Aerial view of Oak Park highlights the property for sale at 1000 Lake Street. | Provided by CBRE Group

The construction trucks and work crews are still putting the final touches on the 21-story Vantage apartment building on the northeast corner of Lake and Forest, but all is quiet across the street to the west at 1000 Lake St.

That’s because UrbanStreet Group, which purchased the building along with 1010 Lake St. in August 2014 for $6.95 million, has halted any public discussion about its plans to demolish the building and construct an eight-story mixed-use luxury apartment building on the site.

Instead, UrbanStreet hired CBRE Group, a commercial real estate firm, to market the property as a site that can accommodate a 16-story building with 189 units, 5,800 square feet of ground-level retail space and enough parking to fit 306 vehicles.

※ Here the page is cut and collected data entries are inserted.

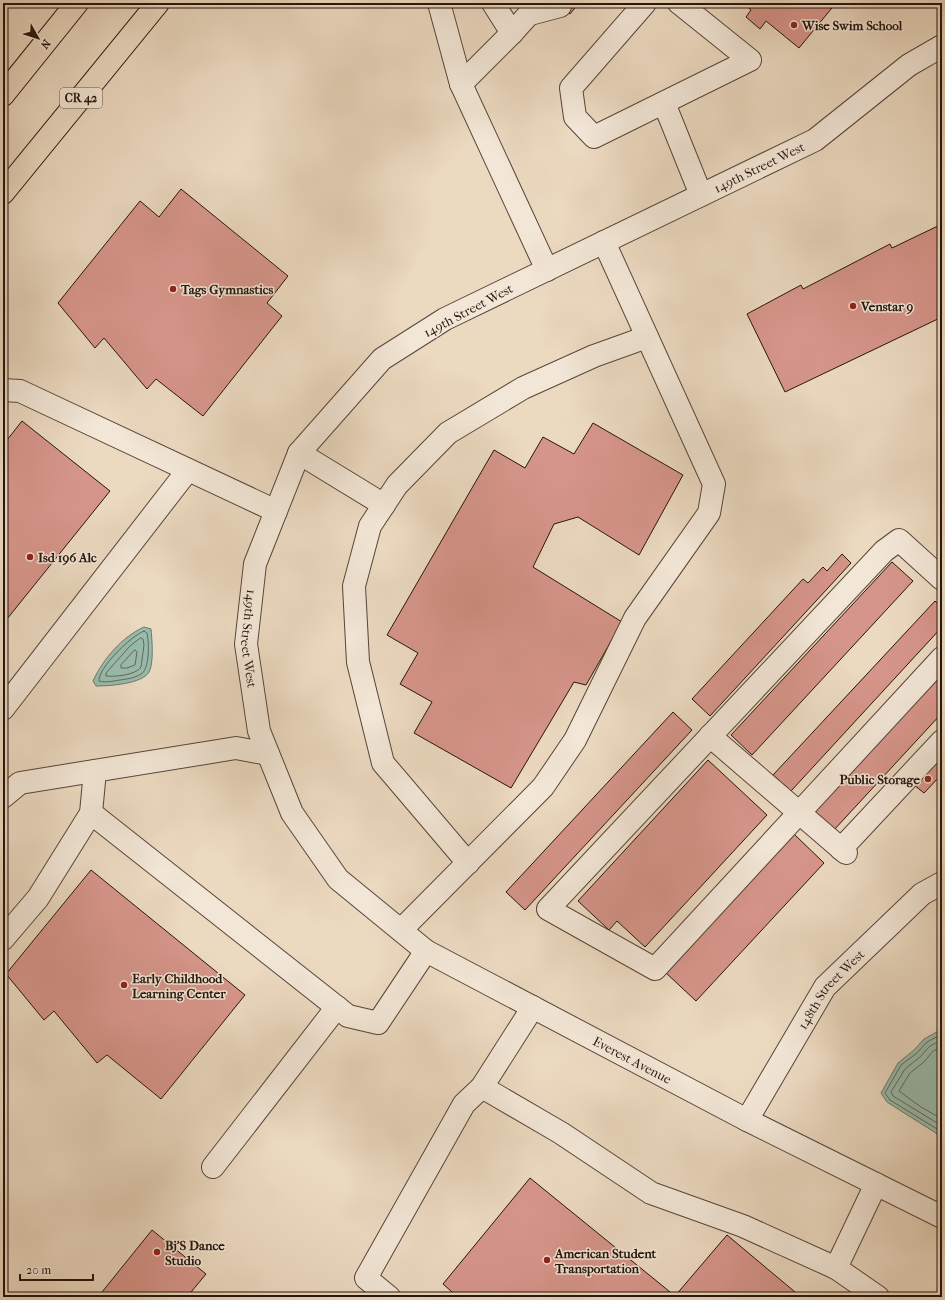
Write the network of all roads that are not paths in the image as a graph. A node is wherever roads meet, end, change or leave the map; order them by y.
1 (77, 3) edge
2 (158, 3) edge
3 (439, 3) edge
4 (493, 3) edge
5 (645, 3) edge
6 (679, 3) edge
7 (560, 6) dead end
8 (533, 7) edge
9 (512, 33) junction
10 (940, 45) edge
11 (461, 84) junction
12 (3, 95) edge
13 (664, 103) junction
14 (3, 193) edge
15 (701, 195) junction
16 (604, 242) junction
17 (546, 270) junction
18 (647, 337) junction
19 (3, 390) edge
20 (299, 453) junction
21 (188, 470) junction
22 (384, 505) junction
23 (276, 511) junction
24 (942, 579) edge
25 (942, 658) edge
26 (3, 709) edge
27 (710, 736) junction
28 (942, 741) edge
29 (268, 754) junction
30 (95, 771) junction
31 (3, 797) edge
32 (91, 812) junction
33 (798, 812) junction
34 (468, 863) junction
35 (338, 879) joint
36 (942, 883) edge
37 (401, 930) junction
38 (3, 939) edge
39 (426, 951) junction
40 (337, 1007) junction
41 (533, 1007) junction
42 (482, 1087) junction
43 (747, 1120) junction
44 (213, 1167) dead end
45 (876, 1184) junction
46 (942, 1217) edge
47 (836, 1268) junction
48 (390, 1297) edge
49 (878, 1297) edge

1 - 12 highway
2 - 14 highway, CR 42
3 - 11 street
4 - 9 street
5 - 13 street
6 - 13 street
7 - 8 street
8 - 9 street
9 - 11 street
10 - 15 street, 149th Street West
11 - 17 street
13 - 15 street
15 - 16 street, 149th Street West
16 - 17 street, 149th Street West
16 - 18 street
17 - 20 street, 149th Street West
18 - 22 street
18 - 34 street
19 - 21 street
20 - 22 street
20 - 23 street, 149th Street West
21 - 23 street
21 - 26 street
22 - 34 street
23 - 29 street, 149th Street West
24 - 27 street
25 - 33 street
27 - 33 street
27 - 33 street
28 - 33 street
29 - 30 street
29 - 35 street, 149th Street West
30 - 31 street
30 - 32 street
32 - 38 street
32 - 40 street
34 - 37 street
35 - 37 street, Everest Avenue
36 - 43 street, 148th Street West
37 - 39 street, Everest Avenue
39 - 40 street
39 - 41 street, Everest Avenue
40 - 44 street
41 - 42 street
41 - 43 street, Everest Avenue
42 - 47 street
42 - 48 street
43 - 45 street, Everest Avenue
45 - 46 street, Everest Avenue
45 - 47 street
47 - 49 street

Neither Robert Burk, a managing partner at UrbanStreet, nor John Jaeger, executive vice president of CBRE, could be reached for comment.

UrbanStreet submitted a proposal to the village of Oak Park in November 2014 to tear down the existing two-story office building at the site and construct an eight-story tower that would include 140 units and 194 parking spaces.

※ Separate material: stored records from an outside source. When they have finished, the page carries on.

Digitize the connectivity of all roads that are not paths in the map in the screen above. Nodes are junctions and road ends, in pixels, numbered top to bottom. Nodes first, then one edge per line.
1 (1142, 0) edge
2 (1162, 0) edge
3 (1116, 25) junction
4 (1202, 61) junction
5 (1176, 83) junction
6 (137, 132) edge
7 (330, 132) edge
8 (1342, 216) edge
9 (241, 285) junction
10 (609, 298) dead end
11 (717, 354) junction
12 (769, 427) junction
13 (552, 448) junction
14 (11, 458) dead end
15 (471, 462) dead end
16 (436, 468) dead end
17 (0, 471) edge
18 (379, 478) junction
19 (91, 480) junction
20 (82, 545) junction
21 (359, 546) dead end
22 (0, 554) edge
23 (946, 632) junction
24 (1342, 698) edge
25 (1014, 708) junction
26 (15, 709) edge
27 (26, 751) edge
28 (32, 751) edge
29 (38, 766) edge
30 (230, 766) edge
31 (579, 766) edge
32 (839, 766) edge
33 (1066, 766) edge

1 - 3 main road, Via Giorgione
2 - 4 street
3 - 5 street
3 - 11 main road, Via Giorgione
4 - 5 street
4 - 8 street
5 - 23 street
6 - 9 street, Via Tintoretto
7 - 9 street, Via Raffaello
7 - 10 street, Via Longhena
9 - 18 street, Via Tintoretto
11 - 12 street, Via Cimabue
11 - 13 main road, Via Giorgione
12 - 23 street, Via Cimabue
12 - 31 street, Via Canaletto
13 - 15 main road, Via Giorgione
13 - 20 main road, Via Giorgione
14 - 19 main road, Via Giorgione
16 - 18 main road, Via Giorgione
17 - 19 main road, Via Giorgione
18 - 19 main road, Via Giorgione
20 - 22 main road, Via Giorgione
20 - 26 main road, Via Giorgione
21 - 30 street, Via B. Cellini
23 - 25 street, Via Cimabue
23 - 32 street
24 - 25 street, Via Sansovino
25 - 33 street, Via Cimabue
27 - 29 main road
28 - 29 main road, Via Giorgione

The developer presented the proposal to the Oak Park Historic Preservation Commission Architectural Review Committee in 2014, but by February 2015, Burk said the proposal was preliminary and UrbanStreet was looking to possibly add more height to the apartment building.

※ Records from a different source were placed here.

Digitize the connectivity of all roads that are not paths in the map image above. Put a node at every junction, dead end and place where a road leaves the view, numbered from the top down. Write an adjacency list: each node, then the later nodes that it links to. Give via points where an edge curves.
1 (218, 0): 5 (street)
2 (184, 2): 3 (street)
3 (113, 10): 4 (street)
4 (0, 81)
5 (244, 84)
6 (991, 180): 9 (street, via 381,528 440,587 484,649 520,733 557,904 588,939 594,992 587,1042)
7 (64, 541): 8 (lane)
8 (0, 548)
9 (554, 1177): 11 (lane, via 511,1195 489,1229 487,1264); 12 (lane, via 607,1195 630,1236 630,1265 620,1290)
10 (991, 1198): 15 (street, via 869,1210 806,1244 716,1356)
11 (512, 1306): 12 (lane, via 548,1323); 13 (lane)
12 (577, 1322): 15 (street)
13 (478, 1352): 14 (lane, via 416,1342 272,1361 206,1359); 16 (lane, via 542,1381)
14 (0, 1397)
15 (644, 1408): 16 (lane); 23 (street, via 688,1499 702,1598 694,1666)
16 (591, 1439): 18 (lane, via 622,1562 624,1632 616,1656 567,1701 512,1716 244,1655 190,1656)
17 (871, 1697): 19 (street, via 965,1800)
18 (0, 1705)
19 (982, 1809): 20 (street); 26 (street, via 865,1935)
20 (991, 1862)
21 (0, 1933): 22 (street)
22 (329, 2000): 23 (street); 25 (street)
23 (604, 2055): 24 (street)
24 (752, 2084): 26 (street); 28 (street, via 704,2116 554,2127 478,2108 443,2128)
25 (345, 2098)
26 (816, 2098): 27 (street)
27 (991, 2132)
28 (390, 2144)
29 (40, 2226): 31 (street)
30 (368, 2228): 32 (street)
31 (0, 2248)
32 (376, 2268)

The existing structure was built in 1956 as Lytton’s Department Store.

The CBRE listing markets the property as 28,000 square feet of land area in “Oak Park’s thriving Downtown District and major commercial thoroughfare, with convenient access to public transportation including the Oak Park Metra Union Pacific West & CTA Green Line ‘El’ stops and close proximity to a number of major demand generators and renowned restaurants and nightlife.”

Max Austin-Williams, executive director of Downtown Oak Park, said in a telephone interview that his group, which promotes business development in the downtown area, is excited to see the property being actively marketed.

He noted that the building is completely vacant with the intent of demolition, calling it “one of the more unattractive buildings” downtown.

“We’re excited to see that particular property turnover,” he said, noting its close proximity to Frank Lloyd Wright tourism areas and the Hemingway District.

Austin-Williams said he’s never heard of any plans by developers to reuse the existing building, so any future for the property would likely entail demolition.

“This very well may be the next large-scale development in our downtown,” he said.